Own Funds Threshold Requirement (OFTR) - MIF007, cell 10A: The reported OFTR must be the maximum of: the Permanent Minimum Requirement (PMR), the capital required for ongoing operations, and the capital needed for an orderly wind-down.
Liquid Assets Threshold Requirement (LATR) - MIF007, cell 33A: The reported LATR must be the sum of the Basic Liquid Asset Requirement (BLAR) and the greater of: the liquid assets assessed for ongoing operations or the additional liquid assets required to initiate an orderly wind-down.
5. Compliance Alert: Inapplicability of Small Companies Regime for MiFID Investment Firms
An FCA assessment indicates that a significant number of MiFID investment firms (up to 10%) may have incorrectly availed themselves of the small companies regime exemption for submitting unaudited accounts.

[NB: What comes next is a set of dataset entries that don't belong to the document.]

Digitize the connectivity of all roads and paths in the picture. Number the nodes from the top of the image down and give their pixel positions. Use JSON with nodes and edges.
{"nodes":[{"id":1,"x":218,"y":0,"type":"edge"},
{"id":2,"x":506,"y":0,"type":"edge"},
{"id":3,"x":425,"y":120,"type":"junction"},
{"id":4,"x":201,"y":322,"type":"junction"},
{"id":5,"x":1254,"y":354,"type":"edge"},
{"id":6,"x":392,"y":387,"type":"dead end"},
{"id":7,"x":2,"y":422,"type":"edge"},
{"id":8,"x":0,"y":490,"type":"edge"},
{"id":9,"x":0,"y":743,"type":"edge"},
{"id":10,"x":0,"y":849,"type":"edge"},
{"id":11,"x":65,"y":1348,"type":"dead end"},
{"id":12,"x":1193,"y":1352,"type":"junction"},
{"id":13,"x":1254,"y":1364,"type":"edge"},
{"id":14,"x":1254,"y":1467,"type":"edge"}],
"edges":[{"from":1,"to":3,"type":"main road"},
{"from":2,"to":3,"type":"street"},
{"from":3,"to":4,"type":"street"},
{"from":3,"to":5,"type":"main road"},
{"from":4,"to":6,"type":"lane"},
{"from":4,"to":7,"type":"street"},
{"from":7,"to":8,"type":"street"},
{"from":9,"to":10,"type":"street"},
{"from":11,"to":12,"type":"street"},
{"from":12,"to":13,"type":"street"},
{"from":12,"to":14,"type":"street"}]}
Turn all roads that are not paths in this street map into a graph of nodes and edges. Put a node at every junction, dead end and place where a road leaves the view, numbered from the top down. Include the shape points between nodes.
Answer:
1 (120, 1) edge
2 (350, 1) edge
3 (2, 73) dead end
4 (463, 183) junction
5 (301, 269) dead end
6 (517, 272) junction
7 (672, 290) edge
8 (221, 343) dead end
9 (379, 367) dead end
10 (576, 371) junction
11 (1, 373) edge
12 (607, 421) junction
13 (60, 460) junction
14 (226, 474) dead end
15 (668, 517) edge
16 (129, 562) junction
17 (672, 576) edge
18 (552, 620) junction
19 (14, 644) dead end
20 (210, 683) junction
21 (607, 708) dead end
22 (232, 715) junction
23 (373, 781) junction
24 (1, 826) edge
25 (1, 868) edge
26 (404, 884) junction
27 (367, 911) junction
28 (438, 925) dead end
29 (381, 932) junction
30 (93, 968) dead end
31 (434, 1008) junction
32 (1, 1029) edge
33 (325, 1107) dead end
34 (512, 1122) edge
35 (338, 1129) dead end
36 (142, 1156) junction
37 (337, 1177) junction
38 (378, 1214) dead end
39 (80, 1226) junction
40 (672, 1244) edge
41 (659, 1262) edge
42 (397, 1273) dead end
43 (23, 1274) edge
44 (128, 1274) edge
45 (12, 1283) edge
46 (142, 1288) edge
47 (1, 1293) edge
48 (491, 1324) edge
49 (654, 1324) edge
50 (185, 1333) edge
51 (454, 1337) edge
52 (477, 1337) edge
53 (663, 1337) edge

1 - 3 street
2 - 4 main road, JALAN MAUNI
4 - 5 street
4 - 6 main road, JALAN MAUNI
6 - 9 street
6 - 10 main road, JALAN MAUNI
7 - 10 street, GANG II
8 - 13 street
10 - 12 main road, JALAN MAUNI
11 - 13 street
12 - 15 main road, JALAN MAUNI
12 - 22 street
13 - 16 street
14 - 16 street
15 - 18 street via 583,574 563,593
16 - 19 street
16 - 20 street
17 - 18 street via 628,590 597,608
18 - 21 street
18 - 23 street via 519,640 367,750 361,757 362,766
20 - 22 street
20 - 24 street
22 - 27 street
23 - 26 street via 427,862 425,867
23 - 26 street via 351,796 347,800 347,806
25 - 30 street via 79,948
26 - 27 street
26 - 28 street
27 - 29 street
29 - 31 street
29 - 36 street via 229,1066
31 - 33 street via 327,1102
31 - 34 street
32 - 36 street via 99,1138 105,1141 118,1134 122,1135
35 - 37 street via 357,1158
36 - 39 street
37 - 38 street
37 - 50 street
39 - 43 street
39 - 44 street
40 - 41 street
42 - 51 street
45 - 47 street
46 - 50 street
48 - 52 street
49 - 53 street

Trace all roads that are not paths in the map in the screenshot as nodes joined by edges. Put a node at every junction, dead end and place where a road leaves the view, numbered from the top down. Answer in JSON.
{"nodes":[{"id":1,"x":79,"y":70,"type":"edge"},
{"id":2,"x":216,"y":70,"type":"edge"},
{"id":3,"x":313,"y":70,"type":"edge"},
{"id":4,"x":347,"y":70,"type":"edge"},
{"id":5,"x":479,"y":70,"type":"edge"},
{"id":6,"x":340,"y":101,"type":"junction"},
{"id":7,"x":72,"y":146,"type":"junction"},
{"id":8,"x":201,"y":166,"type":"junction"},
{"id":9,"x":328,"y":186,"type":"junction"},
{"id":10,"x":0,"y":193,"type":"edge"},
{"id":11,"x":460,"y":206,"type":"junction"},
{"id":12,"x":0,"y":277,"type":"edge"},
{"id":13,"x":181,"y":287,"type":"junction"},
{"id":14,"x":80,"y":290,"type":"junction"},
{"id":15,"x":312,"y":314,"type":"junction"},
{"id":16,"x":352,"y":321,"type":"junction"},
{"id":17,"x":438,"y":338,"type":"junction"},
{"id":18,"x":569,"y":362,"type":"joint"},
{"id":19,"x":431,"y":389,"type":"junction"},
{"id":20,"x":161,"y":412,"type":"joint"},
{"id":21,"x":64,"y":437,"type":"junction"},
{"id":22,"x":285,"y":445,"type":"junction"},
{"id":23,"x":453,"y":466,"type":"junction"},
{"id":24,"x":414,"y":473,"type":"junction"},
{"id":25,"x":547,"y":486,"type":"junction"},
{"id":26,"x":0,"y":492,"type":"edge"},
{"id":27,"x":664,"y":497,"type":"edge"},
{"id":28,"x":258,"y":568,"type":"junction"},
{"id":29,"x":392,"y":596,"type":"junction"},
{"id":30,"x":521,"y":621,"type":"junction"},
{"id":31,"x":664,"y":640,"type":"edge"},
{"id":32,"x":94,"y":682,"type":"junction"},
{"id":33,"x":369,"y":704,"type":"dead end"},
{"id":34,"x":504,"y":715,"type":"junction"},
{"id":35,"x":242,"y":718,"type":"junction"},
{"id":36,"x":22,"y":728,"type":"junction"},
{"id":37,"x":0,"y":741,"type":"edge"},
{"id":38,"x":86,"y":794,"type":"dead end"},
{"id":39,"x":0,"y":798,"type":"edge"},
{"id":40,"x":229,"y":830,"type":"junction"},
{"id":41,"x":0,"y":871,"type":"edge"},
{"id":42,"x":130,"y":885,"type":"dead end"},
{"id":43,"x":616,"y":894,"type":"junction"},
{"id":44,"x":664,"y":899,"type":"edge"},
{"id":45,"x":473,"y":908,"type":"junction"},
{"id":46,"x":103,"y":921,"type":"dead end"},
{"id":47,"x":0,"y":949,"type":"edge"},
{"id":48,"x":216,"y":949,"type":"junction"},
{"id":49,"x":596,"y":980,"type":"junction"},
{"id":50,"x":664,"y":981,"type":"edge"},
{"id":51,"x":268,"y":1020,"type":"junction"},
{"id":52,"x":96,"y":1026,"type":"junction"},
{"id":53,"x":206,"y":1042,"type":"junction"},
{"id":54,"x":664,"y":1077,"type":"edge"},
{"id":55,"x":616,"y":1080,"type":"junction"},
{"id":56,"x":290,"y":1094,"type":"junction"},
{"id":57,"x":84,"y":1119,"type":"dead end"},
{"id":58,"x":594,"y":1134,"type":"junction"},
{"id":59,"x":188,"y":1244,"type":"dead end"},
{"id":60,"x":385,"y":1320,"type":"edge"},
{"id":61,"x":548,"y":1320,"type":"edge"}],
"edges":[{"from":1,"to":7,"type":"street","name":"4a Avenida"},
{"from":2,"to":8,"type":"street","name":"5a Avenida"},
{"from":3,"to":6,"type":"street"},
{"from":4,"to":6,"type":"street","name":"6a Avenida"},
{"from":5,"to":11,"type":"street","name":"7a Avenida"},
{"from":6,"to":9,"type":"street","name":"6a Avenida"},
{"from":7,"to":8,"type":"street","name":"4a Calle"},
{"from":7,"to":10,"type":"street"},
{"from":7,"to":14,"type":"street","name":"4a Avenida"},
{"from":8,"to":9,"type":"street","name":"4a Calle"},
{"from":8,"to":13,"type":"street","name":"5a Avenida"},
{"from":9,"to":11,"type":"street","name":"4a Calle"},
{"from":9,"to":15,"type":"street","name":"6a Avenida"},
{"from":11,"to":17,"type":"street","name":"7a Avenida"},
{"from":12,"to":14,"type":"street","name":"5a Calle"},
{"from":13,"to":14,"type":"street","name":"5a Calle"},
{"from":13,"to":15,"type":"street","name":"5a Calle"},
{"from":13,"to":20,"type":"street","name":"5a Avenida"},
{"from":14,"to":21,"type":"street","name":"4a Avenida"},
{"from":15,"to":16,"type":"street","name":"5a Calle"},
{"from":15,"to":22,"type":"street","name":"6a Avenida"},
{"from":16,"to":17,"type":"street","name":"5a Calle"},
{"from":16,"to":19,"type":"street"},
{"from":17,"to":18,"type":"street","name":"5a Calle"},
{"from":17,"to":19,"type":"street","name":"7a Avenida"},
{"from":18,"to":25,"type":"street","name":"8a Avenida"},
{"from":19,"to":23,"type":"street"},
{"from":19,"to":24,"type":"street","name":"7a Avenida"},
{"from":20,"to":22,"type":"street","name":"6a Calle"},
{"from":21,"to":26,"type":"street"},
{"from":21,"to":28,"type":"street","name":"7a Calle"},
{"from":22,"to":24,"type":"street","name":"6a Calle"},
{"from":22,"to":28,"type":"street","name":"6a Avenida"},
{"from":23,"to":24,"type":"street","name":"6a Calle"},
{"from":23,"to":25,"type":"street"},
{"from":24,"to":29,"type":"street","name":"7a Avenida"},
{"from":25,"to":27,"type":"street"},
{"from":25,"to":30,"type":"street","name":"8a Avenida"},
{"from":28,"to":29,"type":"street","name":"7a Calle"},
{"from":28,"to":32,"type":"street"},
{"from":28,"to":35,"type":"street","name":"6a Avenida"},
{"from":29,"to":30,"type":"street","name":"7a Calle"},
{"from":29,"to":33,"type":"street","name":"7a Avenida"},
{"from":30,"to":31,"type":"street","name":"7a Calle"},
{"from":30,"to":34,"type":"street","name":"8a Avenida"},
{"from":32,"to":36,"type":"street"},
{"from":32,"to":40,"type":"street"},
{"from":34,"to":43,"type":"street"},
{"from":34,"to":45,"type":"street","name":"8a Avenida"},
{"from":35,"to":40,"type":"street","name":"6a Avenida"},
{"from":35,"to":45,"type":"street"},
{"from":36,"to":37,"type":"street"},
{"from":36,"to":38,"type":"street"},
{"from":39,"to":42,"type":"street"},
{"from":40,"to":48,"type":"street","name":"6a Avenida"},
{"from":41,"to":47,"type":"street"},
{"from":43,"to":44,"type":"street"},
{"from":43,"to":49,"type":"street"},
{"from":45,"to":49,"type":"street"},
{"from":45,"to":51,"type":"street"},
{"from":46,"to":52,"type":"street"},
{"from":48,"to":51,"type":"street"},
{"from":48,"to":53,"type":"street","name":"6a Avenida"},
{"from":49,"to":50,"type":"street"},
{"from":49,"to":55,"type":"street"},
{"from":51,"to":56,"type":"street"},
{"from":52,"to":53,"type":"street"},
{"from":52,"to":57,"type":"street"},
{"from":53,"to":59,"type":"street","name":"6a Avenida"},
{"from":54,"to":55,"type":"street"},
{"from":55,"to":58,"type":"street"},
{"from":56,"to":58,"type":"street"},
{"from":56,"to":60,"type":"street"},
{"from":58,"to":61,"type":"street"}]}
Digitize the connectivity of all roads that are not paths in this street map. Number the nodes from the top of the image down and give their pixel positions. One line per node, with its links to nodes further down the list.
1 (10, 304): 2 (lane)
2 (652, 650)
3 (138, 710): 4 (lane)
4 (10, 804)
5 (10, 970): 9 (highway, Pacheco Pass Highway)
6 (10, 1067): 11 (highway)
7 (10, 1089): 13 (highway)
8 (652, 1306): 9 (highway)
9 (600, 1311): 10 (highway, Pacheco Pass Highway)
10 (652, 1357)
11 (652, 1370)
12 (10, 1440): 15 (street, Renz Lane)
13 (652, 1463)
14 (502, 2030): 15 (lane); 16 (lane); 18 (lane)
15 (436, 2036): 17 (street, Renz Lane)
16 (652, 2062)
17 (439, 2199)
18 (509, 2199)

Statutory Exclusion: A firm meeting the definition of a "MiFID investment firm" under the Companies Act is explicitly excluded from the small companies regime, irrespective of whether it satisfies the relevant size-based criteria.
Action Mandated: Senior management must conduct a thorough review of their firm's permissions and accounting practices to ensure full compliance with Companies House reporting standards, which necessitate the submission of audited financial statements for such entities.